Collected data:
○ ○ ○

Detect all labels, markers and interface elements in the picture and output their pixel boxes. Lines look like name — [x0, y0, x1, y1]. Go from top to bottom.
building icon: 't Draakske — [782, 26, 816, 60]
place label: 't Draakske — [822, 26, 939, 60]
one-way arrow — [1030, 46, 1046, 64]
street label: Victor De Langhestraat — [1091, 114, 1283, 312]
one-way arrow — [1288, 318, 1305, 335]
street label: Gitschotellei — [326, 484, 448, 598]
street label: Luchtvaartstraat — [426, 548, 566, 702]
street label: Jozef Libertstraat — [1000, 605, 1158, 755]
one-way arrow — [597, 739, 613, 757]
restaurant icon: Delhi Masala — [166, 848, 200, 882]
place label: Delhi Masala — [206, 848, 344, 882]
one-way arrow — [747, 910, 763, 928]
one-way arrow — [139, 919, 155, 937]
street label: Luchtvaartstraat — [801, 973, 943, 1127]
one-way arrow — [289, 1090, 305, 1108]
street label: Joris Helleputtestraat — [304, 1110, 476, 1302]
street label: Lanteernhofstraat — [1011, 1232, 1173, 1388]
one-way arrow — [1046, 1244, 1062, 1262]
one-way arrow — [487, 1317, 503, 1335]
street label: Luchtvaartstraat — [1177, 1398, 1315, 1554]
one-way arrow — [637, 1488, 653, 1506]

○ ○ ○

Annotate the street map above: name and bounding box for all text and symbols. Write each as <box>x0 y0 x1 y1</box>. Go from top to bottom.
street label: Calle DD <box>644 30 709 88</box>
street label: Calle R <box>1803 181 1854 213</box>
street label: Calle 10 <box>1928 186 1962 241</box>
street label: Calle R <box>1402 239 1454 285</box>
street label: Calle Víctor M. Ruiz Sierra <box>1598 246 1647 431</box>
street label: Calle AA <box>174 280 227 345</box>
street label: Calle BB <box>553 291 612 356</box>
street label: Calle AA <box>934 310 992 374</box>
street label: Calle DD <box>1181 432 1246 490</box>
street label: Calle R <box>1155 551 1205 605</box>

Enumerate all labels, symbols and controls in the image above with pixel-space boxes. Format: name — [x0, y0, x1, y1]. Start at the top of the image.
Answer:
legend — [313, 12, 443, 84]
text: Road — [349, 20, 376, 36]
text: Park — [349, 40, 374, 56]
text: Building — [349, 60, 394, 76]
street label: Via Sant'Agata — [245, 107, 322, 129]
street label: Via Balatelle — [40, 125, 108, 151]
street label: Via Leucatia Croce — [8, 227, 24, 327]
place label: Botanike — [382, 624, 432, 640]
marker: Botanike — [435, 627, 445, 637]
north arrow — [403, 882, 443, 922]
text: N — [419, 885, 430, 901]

○ ○ ○

Action item: The expected answer is an exact copy of the lines above, beginning at the line with "Annotate the street" and ending at the line with "Enumerate all labels, symbols", with both ends in.

Exercise solution:
Annotate the street map above: name and bounding box for all text and symbols. Write each as <box>x0 y0 x1 y1</box>. Go from top to bottom.
street label: Calle DD <box>644 30 709 88</box>
street label: Calle R <box>1803 181 1854 213</box>
street label: Calle 10 <box>1928 186 1962 241</box>
street label: Calle R <box>1402 239 1454 285</box>
street label: Calle Víctor M. Ruiz Sierra <box>1598 246 1647 431</box>
street label: Calle AA <box>174 280 227 345</box>
street label: Calle BB <box>553 291 612 356</box>
street label: Calle AA <box>934 310 992 374</box>
street label: Calle DD <box>1181 432 1246 490</box>
street label: Calle R <box>1155 551 1205 605</box>

Enumerate all labels, symbols and controls in the image above with pixel-space boxes. Format: name — [x0, y0, x1, y1]. Start at the top of the image.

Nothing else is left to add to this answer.